====== GIVEN RECORDS

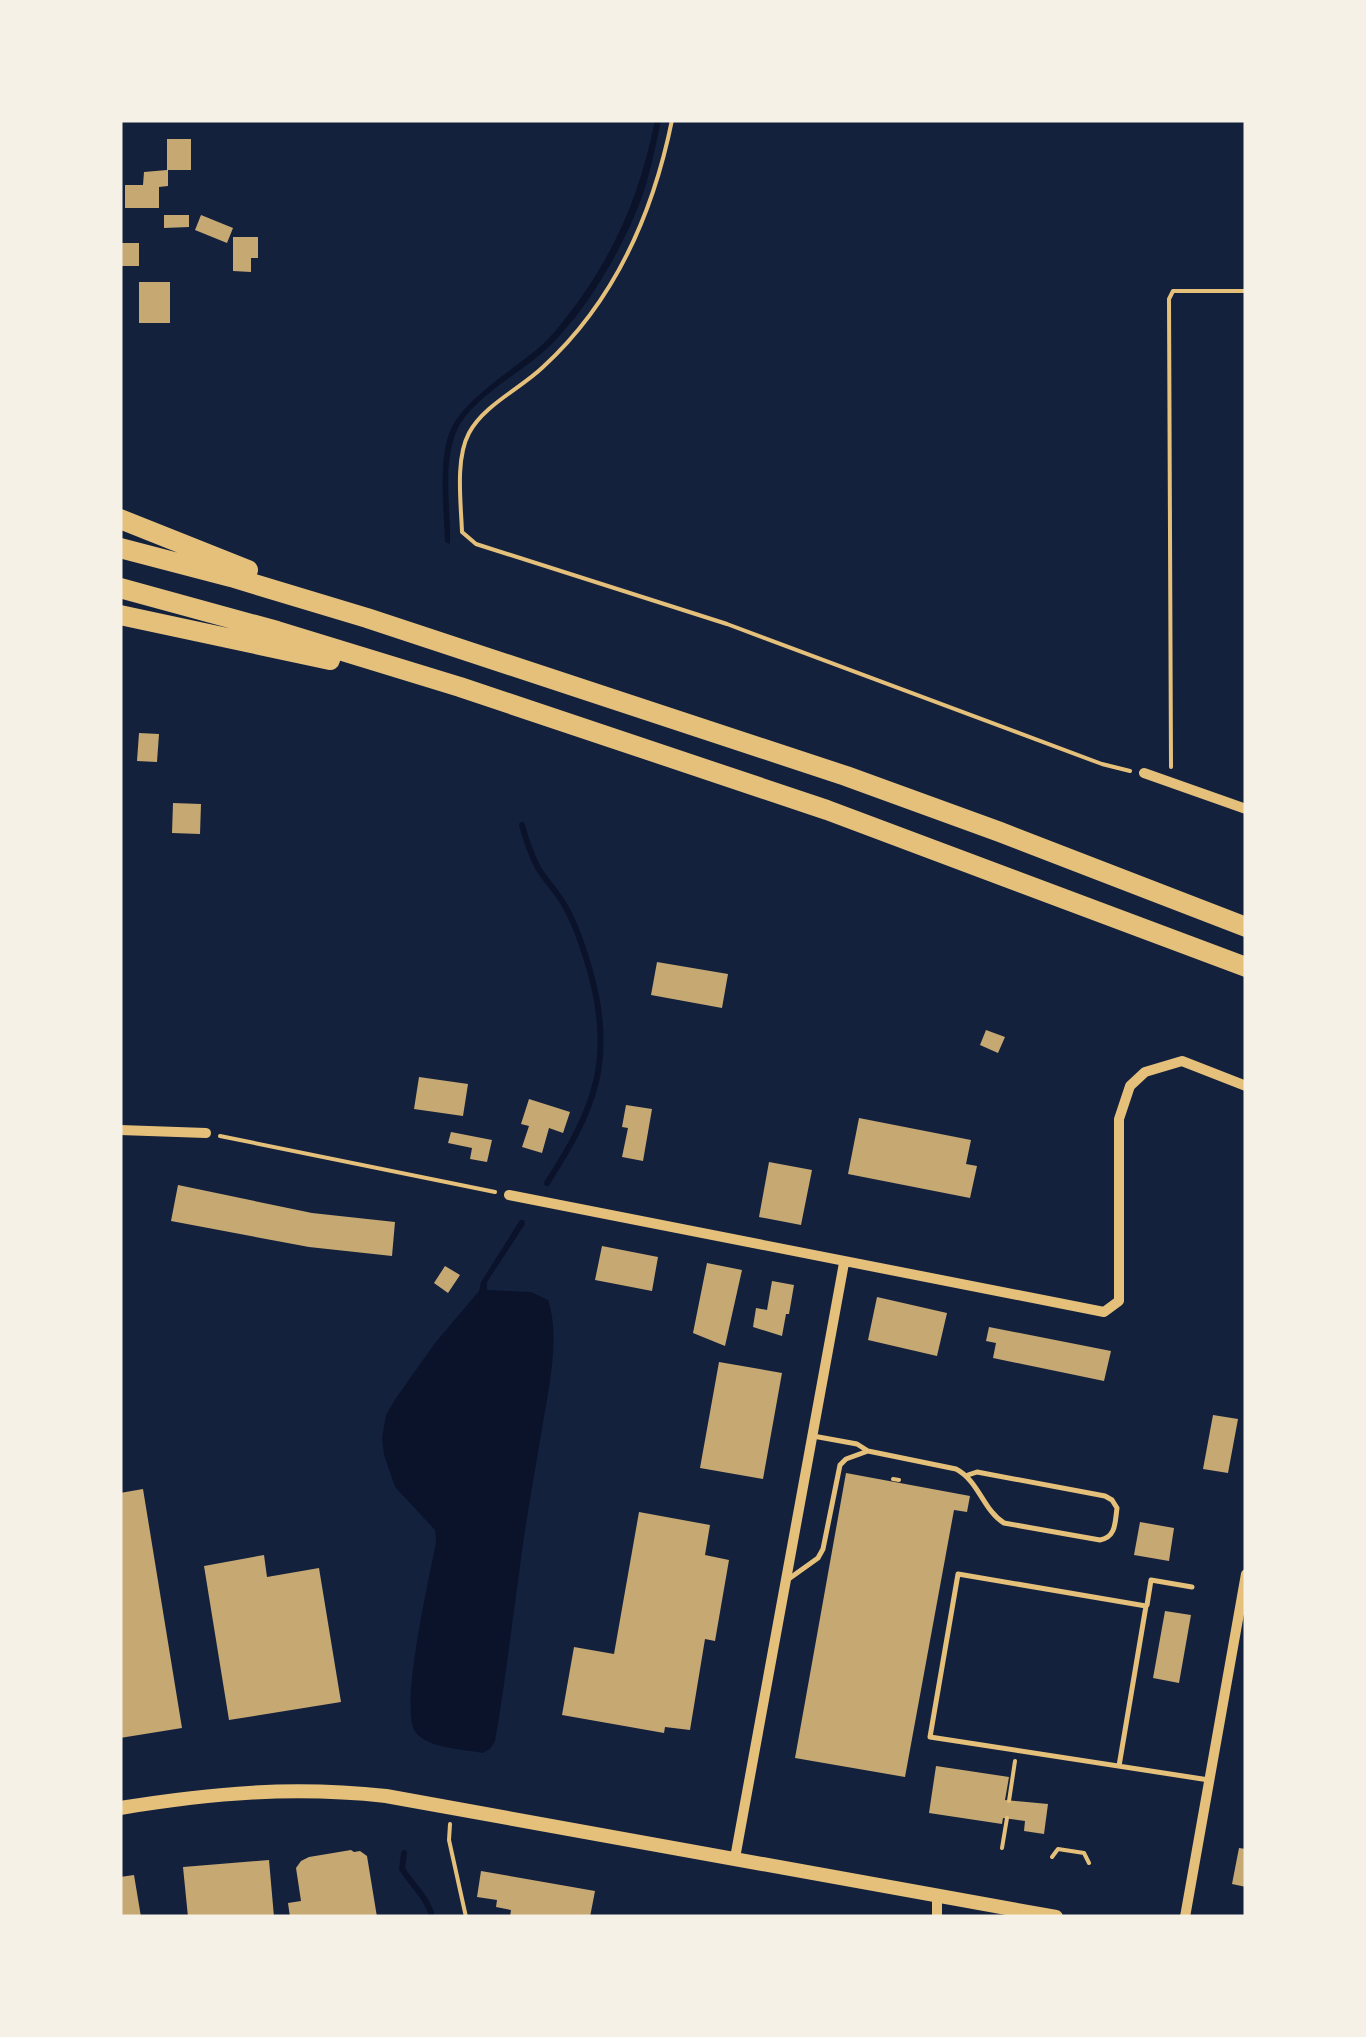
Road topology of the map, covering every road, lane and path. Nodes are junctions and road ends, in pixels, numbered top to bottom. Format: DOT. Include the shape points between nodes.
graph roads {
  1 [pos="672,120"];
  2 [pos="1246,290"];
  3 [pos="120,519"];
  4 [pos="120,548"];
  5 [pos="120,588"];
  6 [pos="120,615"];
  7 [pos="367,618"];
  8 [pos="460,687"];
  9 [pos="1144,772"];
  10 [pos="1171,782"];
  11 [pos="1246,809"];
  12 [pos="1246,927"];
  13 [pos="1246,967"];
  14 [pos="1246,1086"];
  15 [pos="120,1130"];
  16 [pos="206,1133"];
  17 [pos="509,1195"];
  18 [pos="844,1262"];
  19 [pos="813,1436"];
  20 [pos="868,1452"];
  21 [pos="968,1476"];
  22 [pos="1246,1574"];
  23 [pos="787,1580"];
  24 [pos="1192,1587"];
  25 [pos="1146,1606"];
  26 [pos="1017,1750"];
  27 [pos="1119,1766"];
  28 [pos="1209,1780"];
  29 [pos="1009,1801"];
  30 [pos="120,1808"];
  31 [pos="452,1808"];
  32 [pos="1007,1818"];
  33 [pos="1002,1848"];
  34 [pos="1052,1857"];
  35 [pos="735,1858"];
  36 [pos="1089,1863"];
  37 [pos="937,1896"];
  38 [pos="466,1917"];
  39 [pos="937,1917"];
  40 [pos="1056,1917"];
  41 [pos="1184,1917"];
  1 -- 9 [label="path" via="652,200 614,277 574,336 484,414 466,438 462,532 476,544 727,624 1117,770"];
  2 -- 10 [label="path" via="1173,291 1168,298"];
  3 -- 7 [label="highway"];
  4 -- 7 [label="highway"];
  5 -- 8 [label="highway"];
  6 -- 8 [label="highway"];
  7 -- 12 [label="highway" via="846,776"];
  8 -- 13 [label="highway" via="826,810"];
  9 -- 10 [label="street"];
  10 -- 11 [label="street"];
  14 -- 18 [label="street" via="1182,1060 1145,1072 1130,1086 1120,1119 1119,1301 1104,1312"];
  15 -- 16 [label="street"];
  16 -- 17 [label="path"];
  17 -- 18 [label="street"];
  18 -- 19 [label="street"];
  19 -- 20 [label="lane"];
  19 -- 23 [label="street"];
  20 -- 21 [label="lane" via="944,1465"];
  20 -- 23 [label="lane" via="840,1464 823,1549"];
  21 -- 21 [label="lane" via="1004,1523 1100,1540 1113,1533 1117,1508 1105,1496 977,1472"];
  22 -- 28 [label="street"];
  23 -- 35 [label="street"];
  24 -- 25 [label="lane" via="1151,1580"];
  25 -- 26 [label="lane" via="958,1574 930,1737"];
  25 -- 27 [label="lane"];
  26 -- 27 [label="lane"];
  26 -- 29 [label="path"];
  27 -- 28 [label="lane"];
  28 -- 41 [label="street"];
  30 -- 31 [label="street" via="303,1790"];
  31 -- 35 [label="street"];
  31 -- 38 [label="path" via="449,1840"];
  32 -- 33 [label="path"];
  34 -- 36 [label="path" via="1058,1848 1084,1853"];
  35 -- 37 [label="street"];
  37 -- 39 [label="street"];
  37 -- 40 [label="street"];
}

============

Your answer should be a single number: the count of lines in the entries that hold the string "highway".

6